Your assignment >> The lines to copy from the data below are those that hold the string "graph".

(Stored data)
= = = =

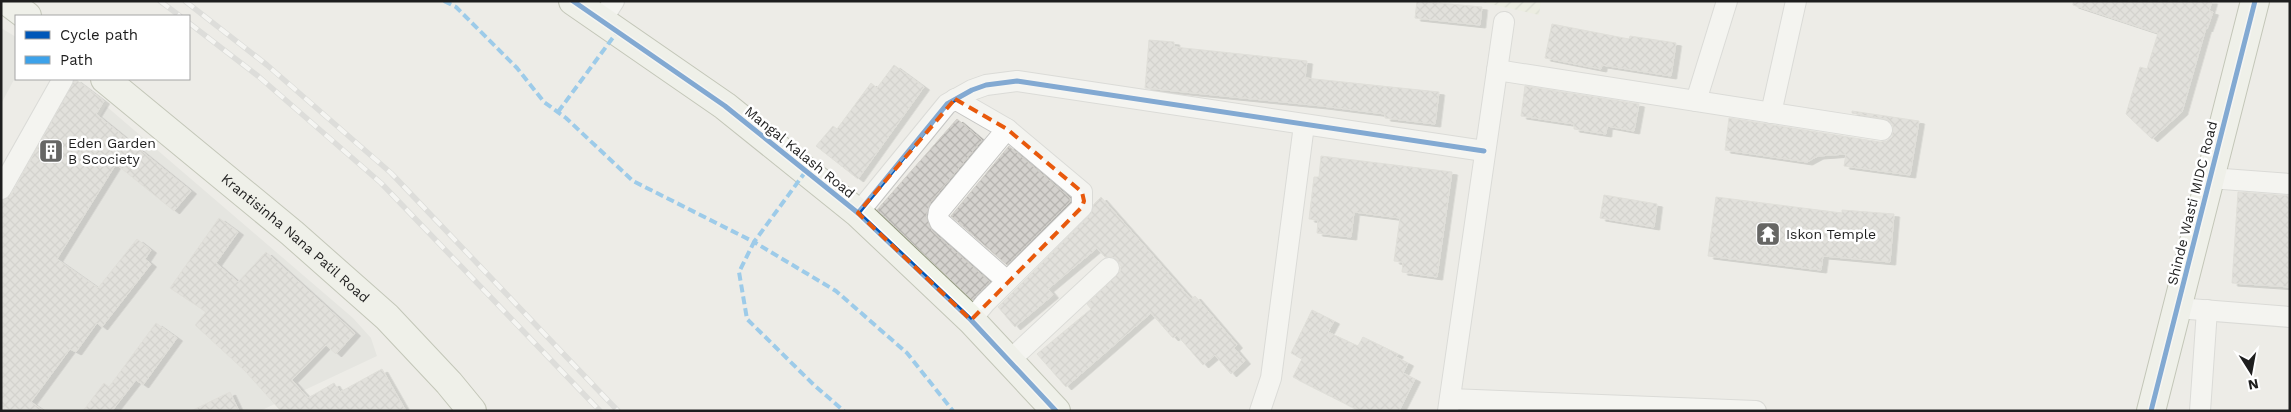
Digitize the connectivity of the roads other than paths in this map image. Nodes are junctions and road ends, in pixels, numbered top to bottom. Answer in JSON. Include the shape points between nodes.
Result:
{"nodes":[{"id":1,"x":7,"y":1,"type":"edge"},
{"id":2,"x":573,"y":1,"type":"edge"},
{"id":3,"x":1727,"y":1,"type":"edge"},
{"id":4,"x":2254,"y":1,"type":"edge"},
{"id":5,"x":1793,"y":2,"type":"edge"},
{"id":6,"x":607,"y":11,"type":"edge"},
{"id":7,"x":26,"y":15,"type":"edge"},
{"id":8,"x":1504,"y":22,"type":"dead end"},
{"id":9,"x":1497,"y":70,"type":"junction"},
{"id":10,"x":62,"y":80,"type":"edge"},
{"id":11,"x":106,"y":80,"type":"edge"},
{"id":12,"x":955,"y":99,"type":"junction"},
{"id":13,"x":1696,"y":101,"type":"junction"},
{"id":14,"x":1771,"y":112,"type":"junction"},
{"id":15,"x":1304,"y":125,"type":"junction"},
{"id":16,"x":1007,"y":129,"type":"junction"},
{"id":17,"x":1882,"y":130,"type":"dead end"},
{"id":18,"x":1484,"y":151,"type":"junction"},
{"id":19,"x":2210,"y":178,"type":"junction"},
{"id":20,"x":2290,"y":184,"type":"edge"},
{"id":21,"x":1,"y":189,"type":"edge"},
{"id":22,"x":858,"y":213,"type":"junction"},
{"id":23,"x":1109,"y":268,"type":"dead end"},
{"id":24,"x":1007,"y":281,"type":"junction"},
{"id":25,"x":2178,"y":304,"type":"junction"},
{"id":26,"x":2207,"y":310,"type":"junction"},
{"id":27,"x":2290,"y":313,"type":"edge"},
{"id":28,"x":2290,"y":318,"type":"edge"},
{"id":29,"x":970,"y":320,"type":"junction"},
{"id":30,"x":1009,"y":361,"type":"junction"},
{"id":31,"x":1449,"y":405,"type":"edge"},
{"id":32,"x":1546,"y":407,"type":"edge"},
{"id":33,"x":468,"y":410,"type":"edge"},
{"id":34,"x":1056,"y":411,"type":"edge"},
{"id":35,"x":1260,"y":411,"type":"edge"},
{"id":36,"x":1756,"y":411,"type":"edge"},
{"id":37,"x":2151,"y":411,"type":"edge"},
{"id":38,"x":2200,"y":411,"type":"edge"}],
"edges":[{"from":1,"to":7,"type":"street"},
{"from":2,"to":6,"type":"street","name":"Mangal Kalash Road"},
{"from":3,"to":13,"type":"street"},
{"from":4,"to":19,"type":"street","name":"Shinde Wasti MIDC Road"},
{"from":5,"to":14,"type":"street"},
{"from":6,"to":22,"type":"street","name":"Mangal Kalash Road"},
{"from":8,"to":9,"type":"street"},
{"from":9,"to":13,"type":"street"},
{"from":9,"to":18,"type":"street"},
{"from":10,"to":21,"type":"street"},
{"from":11,"to":33,"type":"street","name":"Krantisinha Nana Patil Road","via":[[292,233],[387,317]]},
{"from":12,"to":15,"type":"street","via":[[986,85],[1017,81]]},
{"from":12,"to":16,"type":"street"},
{"from":12,"to":22,"type":"street","via":[[947,104]]},
{"from":13,"to":14,"type":"street"},
{"from":14,"to":17,"type":"street"},
{"from":15,"to":18,"type":"street"},
{"from":15,"to":35,"type":"street","via":[[1271,378]]},
{"from":16,"to":24,"type":"street","via":[[939,211],[938,217]]},
{"from":16,"to":24,"type":"street","via":[[1082,192],[1084,201],[1082,207]]},
{"from":18,"to":31,"type":"street"},
{"from":19,"to":20,"type":"street"},
{"from":19,"to":25,"type":"street","name":"Shinde Wasti MIDC Road"},
{"from":22,"to":29,"type":"street","name":"Mangal Kalash Road"},
{"from":23,"to":30,"type":"street"},
{"from":24,"to":29,"type":"street"},
{"from":25,"to":26,"type":"street"},
{"from":25,"to":27,"type":"street"},
{"from":25,"to":37,"type":"street","name":"Shinde Wasti MIDC Road"},
{"from":26,"to":28,"type":"street"},
{"from":26,"to":38,"type":"street"},
{"from":29,"to":30,"type":"street","name":"Mangal Kalash Road"},
{"from":30,"to":34,"type":"street","name":"Mangal Kalash Road"},
{"from":31,"to":32,"type":"street"},
{"from":32,"to":36,"type":"street"}]}
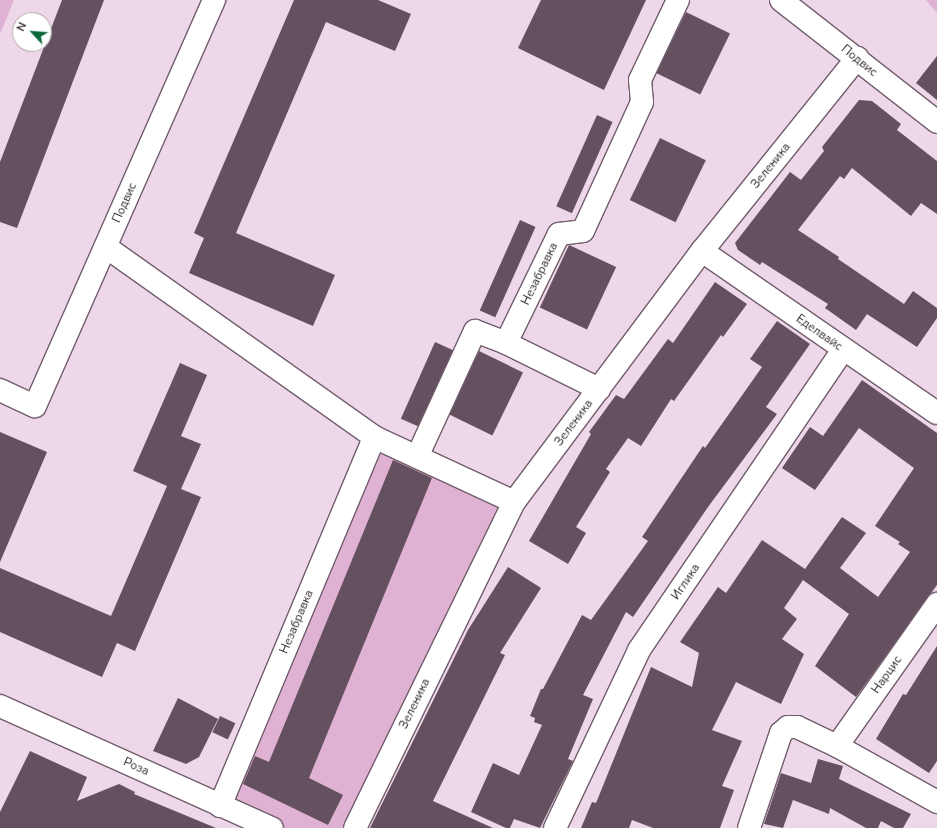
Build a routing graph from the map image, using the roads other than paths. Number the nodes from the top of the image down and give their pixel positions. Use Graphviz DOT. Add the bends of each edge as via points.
graph roads {
  1 [pos="214,0"];
  2 [pos="678,0"];
  3 [pos="781,0"];
  4 [pos="857,58"];
  5 [pos="937,122"];
  6 [pos="106,247"];
  7 [pos="702,251"];
  8 [pos="506,343"];
  9 [pos="843,350"];
  10 [pos="599,389"];
  11 [pos="0,390"];
  12 [pos="937,413"];
  13 [pos="374,437"];
  14 [pos="417,457"];
  15 [pos="514,502"];
  16 [pos="937,604"];
  17 [pos="0,706"];
  18 [pos="837,746"];
  19 [pos="937,802"];
  20 [pos="220,806"];
  21 [pos="272,828"];
  22 [pos="355,828"];
  23 [pos="555,828"];
  24 [pos="749,828"];
  1 -- 6 [label="street, Подвис"];
  2 -- 8 [label="street, Незабравка" via="640,80 642,102 583,231 559,234"];
  3 -- 4 [label="street, Подвис"];
  4 -- 5 [label="street, Подвис"];
  4 -- 7 [label="street, Зеленика"];
  6 -- 11 [label="street, Подвис" via="35,406"];
  6 -- 13 [label="street"];
  7 -- 9 [label="street, Еделвайс"];
  7 -- 10 [label="street, Зеленика"];
  8 -- 10 [label="street"];
  8 -- 14 [label="street" via="475,331"];
  9 -- 12 [label="street, Еделвайс"];
  9 -- 23 [label="street, Иглика" via="639,650"];
  10 -- 15 [label="street, Зеленика"];
  13 -- 14 [label="street"];
  13 -- 20 [label="street, Незабравка"];
  14 -- 15 [label="street"];
  15 -- 22 [label="street, Зеленика"];
  16 -- 18 [label="street, Нарцис"];
  17 -- 20 [label="street, Роза"];
  18 -- 19 [label="street"];
  18 -- 24 [label="street" via="797,727 788,728 781,733"];
  20 -- 21 [label="street, Роза"];
}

= = = =

Written solution >>
Build a routing graph from the map image, using the roads other than paths. Number the nodes from the top of the image down and give their pixel positions. Use Graphviz DOT. Add the bends of each edge as via points.
graph roads {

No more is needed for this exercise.